Beyond molecular design, the use of nanocarriers to deliver targeted MIF therapies directly to affected organs represents an additional area for future studies. For example, inhalable or nebulized delivery systems could allow localized administration of non-encapsulated or nanocarrier-formulated anti-MIF therapies directly to the lungs in patients with lung cancer, potentially enhancing therapeutic efficacy while minimizing systemic exposure and off-target effects. Using nanomedicine approaches, these delivery systems could improve the distribution of MIF inhibitors, enable controlled release in response to tumor-specific signals such as acidic pH or enzymatic activity, and enhance their impact on cancer cells and the local tumor microenvironment, including immune and stromal components within lung tumors.
In addition, future studies should aim to validate MIF-related biomarkers to support patient stratification and therapeutic decision-making. Given the limited predictive value of circulating serum MIF, research should investigate tissue- or exosome-based MIF levels and MIF CATT genotyping as potential biomarkers to stratify patients with lung cancer and other MIF-driven diseases, and to guide therapeutic decisions, with further studies needed to confirm their clinical utility and ability to monitor treatment responses.
Another potential avenue for future investigation is the mechanistic interplay between MIF, high-expression CATT6–8 alleles, and key oncogenic pathways such as p53. Specifically, elucidating whether lung cancer patients carrying these high-expression CATT alleles and wild-type p53 exhibit poorer prognosis and whether elevated MIF levels attenuate the tumor-suppressive activity of p53 could enhance our understanding of disease mechanisms and guide more effective therapies.
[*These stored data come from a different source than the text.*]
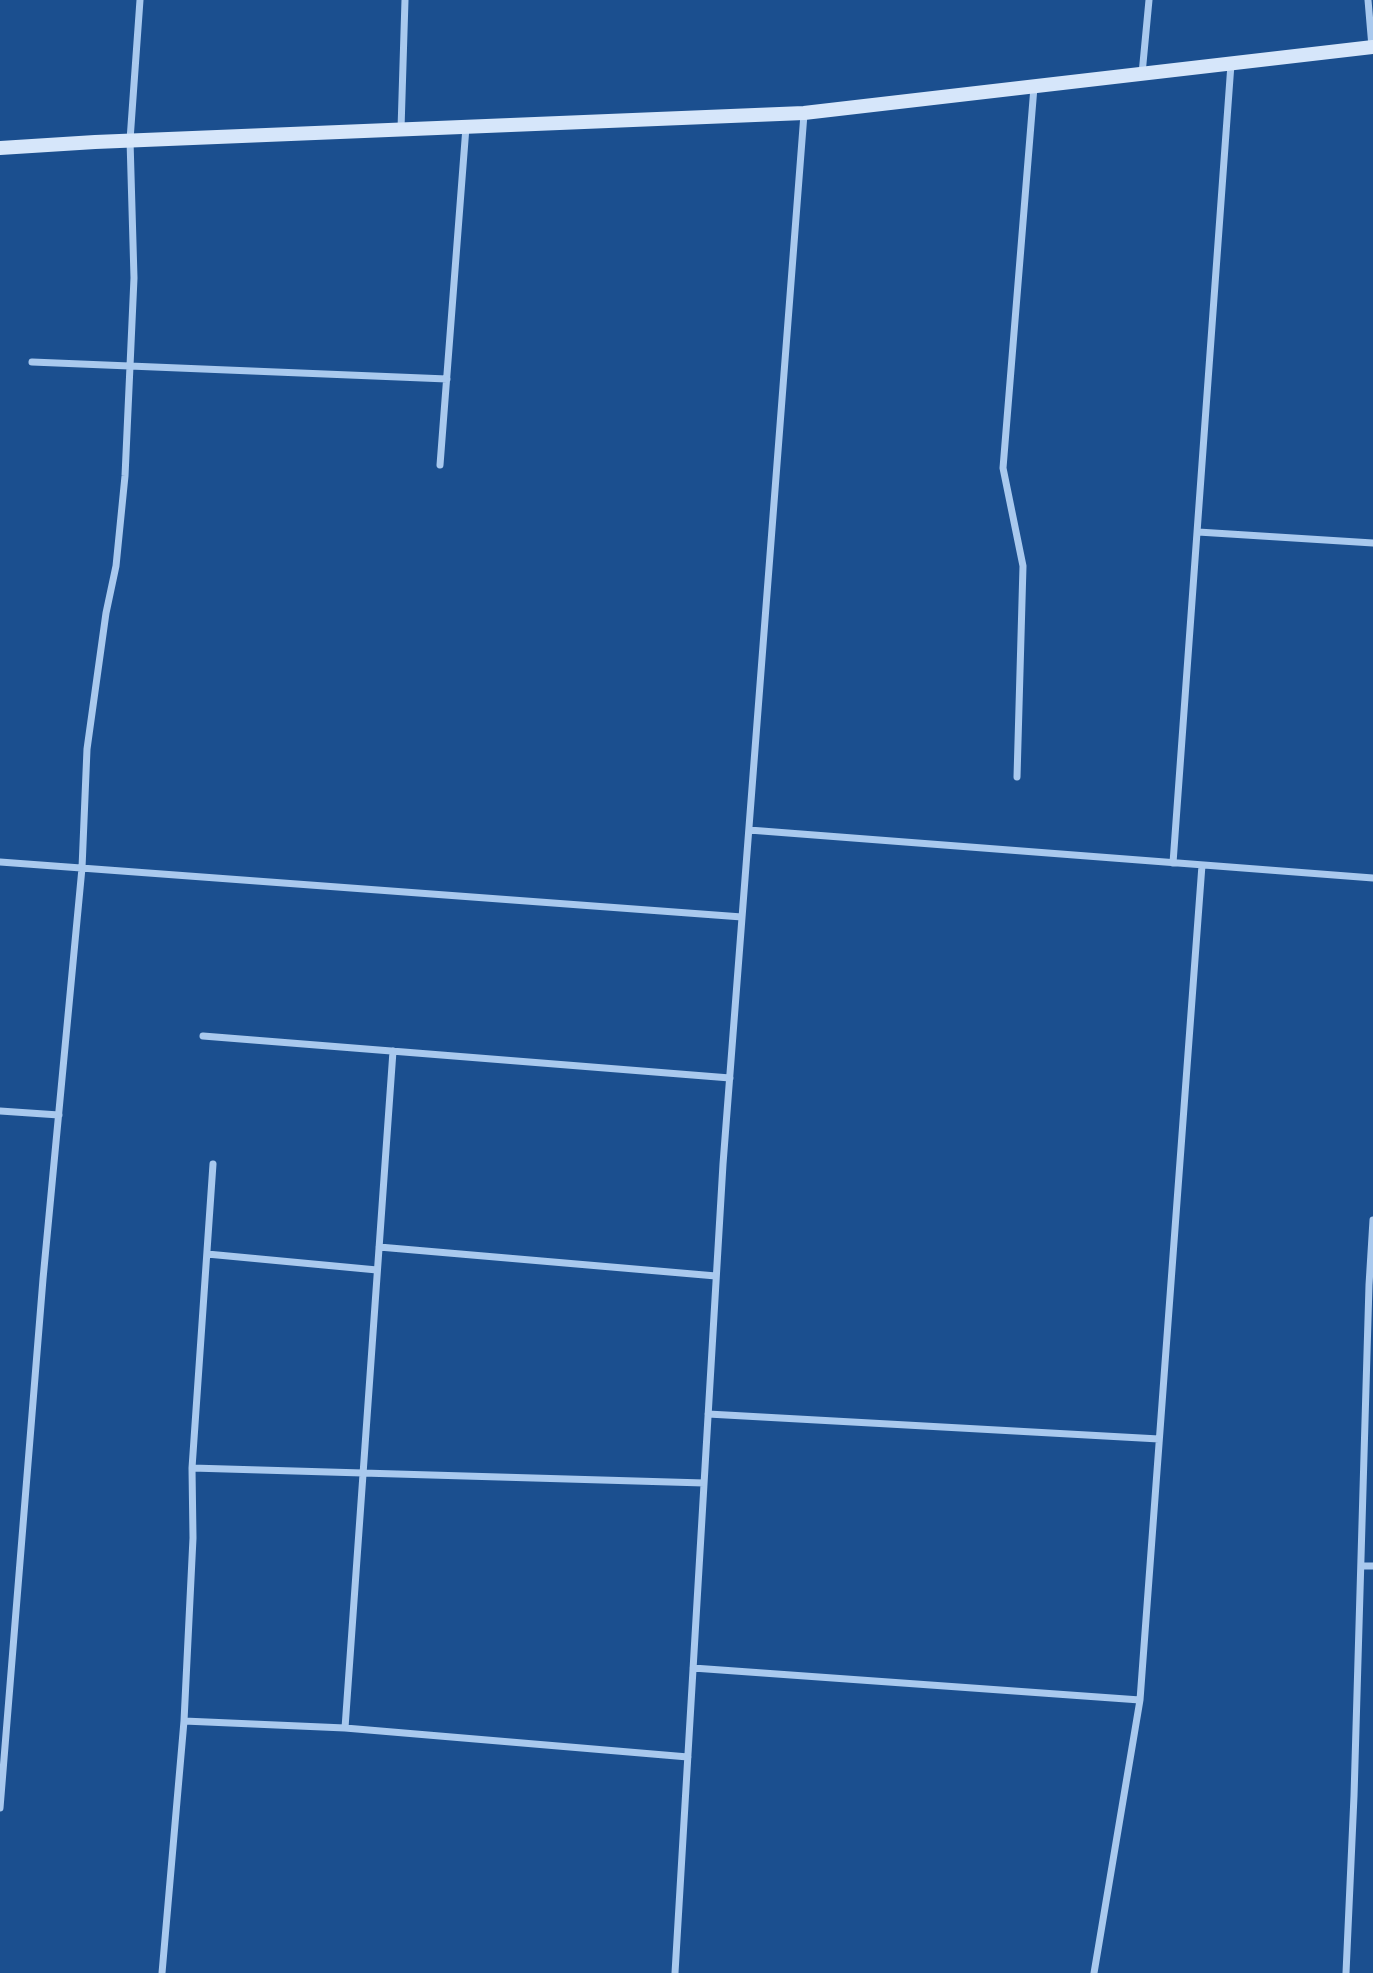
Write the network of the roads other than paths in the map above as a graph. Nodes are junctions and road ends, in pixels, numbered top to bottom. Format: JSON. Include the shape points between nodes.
{"nodes":[{"id":1,"x":140,"y":0,"type":"edge"},
{"id":2,"x":405,"y":0,"type":"edge"},
{"id":3,"x":1149,"y":0,"type":"edge"},
{"id":4,"x":1368,"y":0,"type":"edge"},
{"id":5,"x":1373,"y":47,"type":"edge"},
{"id":6,"x":1231,"y":63,"type":"junction"},
{"id":7,"x":1142,"y":74,"type":"junction"},
{"id":8,"x":1034,"y":86,"type":"junction"},
{"id":9,"x":804,"y":113,"type":"junction"},
{"id":10,"x":466,"y":126,"type":"junction"},
{"id":11,"x":401,"y":129,"type":"junction"},
{"id":12,"x":130,"y":141,"type":"junction"},
{"id":13,"x":0,"y":148,"type":"edge"},
{"id":14,"x":32,"y":362,"type":"dead end"},
{"id":15,"x":131,"y":367,"type":"junction"},
{"id":16,"x":447,"y":379,"type":"junction"},
{"id":17,"x":440,"y":466,"type":"dead end"},
{"id":18,"x":1198,"y":532,"type":"junction"},
{"id":19,"x":1373,"y":543,"type":"edge"},
{"id":20,"x":1017,"y":777,"type":"dead end"},
{"id":21,"x":749,"y":830,"type":"junction"},
{"id":22,"x":0,"y":862,"type":"edge"},
{"id":23,"x":1173,"y":863,"type":"junction"},
{"id":24,"x":1202,"y":865,"type":"junction"},
{"id":25,"x":82,"y":868,"type":"junction"},
{"id":26,"x":1373,"y":878,"type":"edge"},
{"id":27,"x":742,"y":917,"type":"junction"},
{"id":28,"x":203,"y":1036,"type":"dead end"},
{"id":29,"x":393,"y":1051,"type":"junction"},
{"id":30,"x":730,"y":1078,"type":"junction"},
{"id":31,"x":0,"y":1111,"type":"edge"},
{"id":32,"x":59,"y":1115,"type":"junction"},
{"id":33,"x":213,"y":1164,"type":"dead end"},
{"id":34,"x":1373,"y":1220,"type":"edge"},
{"id":35,"x":379,"y":1247,"type":"junction"},
{"id":36,"x":206,"y":1254,"type":"junction"},
{"id":37,"x":377,"y":1270,"type":"junction"},
{"id":38,"x":716,"y":1276,"type":"junction"},
{"id":39,"x":708,"y":1414,"type":"junction"},
{"id":40,"x":1159,"y":1439,"type":"junction"},
{"id":41,"x":192,"y":1468,"type":"junction"},
{"id":42,"x":363,"y":1473,"type":"junction"},
{"id":43,"x":704,"y":1483,"type":"junction"},
{"id":44,"x":1362,"y":1566,"type":"junction"},
{"id":45,"x":1373,"y":1566,"type":"edge"},
{"id":46,"x":693,"y":1668,"type":"junction"},
{"id":47,"x":1140,"y":1700,"type":"junction"},
{"id":48,"x":184,"y":1721,"type":"junction"},
{"id":49,"x":345,"y":1728,"type":"junction"},
{"id":50,"x":688,"y":1757,"type":"junction"},
{"id":51,"x":1,"y":1787,"type":"edge"},
{"id":52,"x":0,"y":1808,"type":"edge"},
{"id":53,"x":162,"y":1973,"type":"edge"},
{"id":54,"x":675,"y":1973,"type":"edge"},
{"id":55,"x":1094,"y":1973,"type":"edge"},
{"id":56,"x":1346,"y":1973,"type":"edge"}],
"edges":[{"from":1,"to":12,"type":"street"},
{"from":2,"to":11,"type":"street"},
{"from":3,"to":7,"type":"street"},
{"from":4,"to":5,"type":"street"},
{"from":5,"to":6,"type":"street"},
{"from":6,"to":7,"type":"street"},
{"from":6,"to":18,"type":"street"},
{"from":7,"to":8,"type":"street"},
{"from":8,"to":9,"type":"street"},
{"from":8,"to":20,"type":"street","via":[[1003,468],[1023,566]]},
{"from":9,"to":10,"type":"street"},
{"from":9,"to":21,"type":"street"},
{"from":10,"to":11,"type":"street"},
{"from":10,"to":16,"type":"street"},
{"from":11,"to":12,"type":"street"},
{"from":12,"to":13,"type":"street"},
{"from":12,"to":15,"type":"street"},
{"from":14,"to":15,"type":"street"},
{"from":15,"to":16,"type":"street"},
{"from":15,"to":25,"type":"street","via":[[116,566],[87,749]]},
{"from":16,"to":17,"type":"street"},
{"from":18,"to":19,"type":"street"},
{"from":18,"to":23,"type":"street"},
{"from":21,"to":23,"type":"street"},
{"from":21,"to":27,"type":"street"},
{"from":22,"to":25,"type":"street"},
{"from":23,"to":24,"type":"street"},
{"from":24,"to":26,"type":"street"},
{"from":24,"to":40,"type":"street"},
{"from":25,"to":27,"type":"street"},
{"from":25,"to":32,"type":"street"},
{"from":27,"to":30,"type":"street"},
{"from":28,"to":29,"type":"street"},
{"from":29,"to":30,"type":"street"},
{"from":29,"to":35,"type":"street"},
{"from":30,"to":38,"type":"street"},
{"from":31,"to":32,"type":"street"},
{"from":32,"to":51,"type":"street"},
{"from":33,"to":36,"type":"street"},
{"from":34,"to":44,"type":"street"},
{"from":35,"to":37,"type":"street"},
{"from":35,"to":38,"type":"street"},
{"from":36,"to":37,"type":"street"},
{"from":36,"to":41,"type":"street"},
{"from":37,"to":42,"type":"street"},
{"from":38,"to":39,"type":"street"},
{"from":39,"to":40,"type":"street"},
{"from":39,"to":43,"type":"street"},
{"from":40,"to":47,"type":"street"},
{"from":41,"to":42,"type":"street"},
{"from":41,"to":48,"type":"street"},
{"from":42,"to":43,"type":"street"},
{"from":42,"to":49,"type":"street"},
{"from":43,"to":46,"type":"street"},
{"from":44,"to":45,"type":"street"},
{"from":44,"to":56,"type":"street"},
{"from":46,"to":47,"type":"street"},
{"from":46,"to":50,"type":"street"},
{"from":47,"to":55,"type":"street"},
{"from":48,"to":49,"type":"street"},
{"from":48,"to":53,"type":"street"},
{"from":49,"to":50,"type":"street"},
{"from":50,"to":54,"type":"street"},
{"from":51,"to":52,"type":"street"}]}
Furthermore, assessing whether high-expression CATT alleles predict resistance to PD-1/PD-L1 checkpoint inhibitors could provide insights into the genetic basis of therapeutic response.
In a related context, the MIF CATT polymorphism has been extensively studied in inflammatory and autoimmune diseases, where individuals carrying high-expression alleles may benefit from MIF inhibition, including steroid-sparing strategies for treatment-resistant or glucocorticoid-dependent patients [175]. Extending these insights into cancer, particularly lung cancer, is a critical next step. Although MIF has been investigated in various cancers, the specific impact of high-expression MIF alleles on lung cancer biology remains unexplored, representing a critical knowledge gap. These high-expression alleles are relatively common in the population, and defining their influence on lung cancer initiation, progression, and metastasis could help identify patients genetically predisposed to elevated MIF levels who may preferentially benefit from MIF-targeted therapies. Future studies should evaluate MIF inhibition specifically in carriers of these alleles, with the goal of advancing personalized medicine approaches that tailor treatment to patients genetically primed for high MIF expression.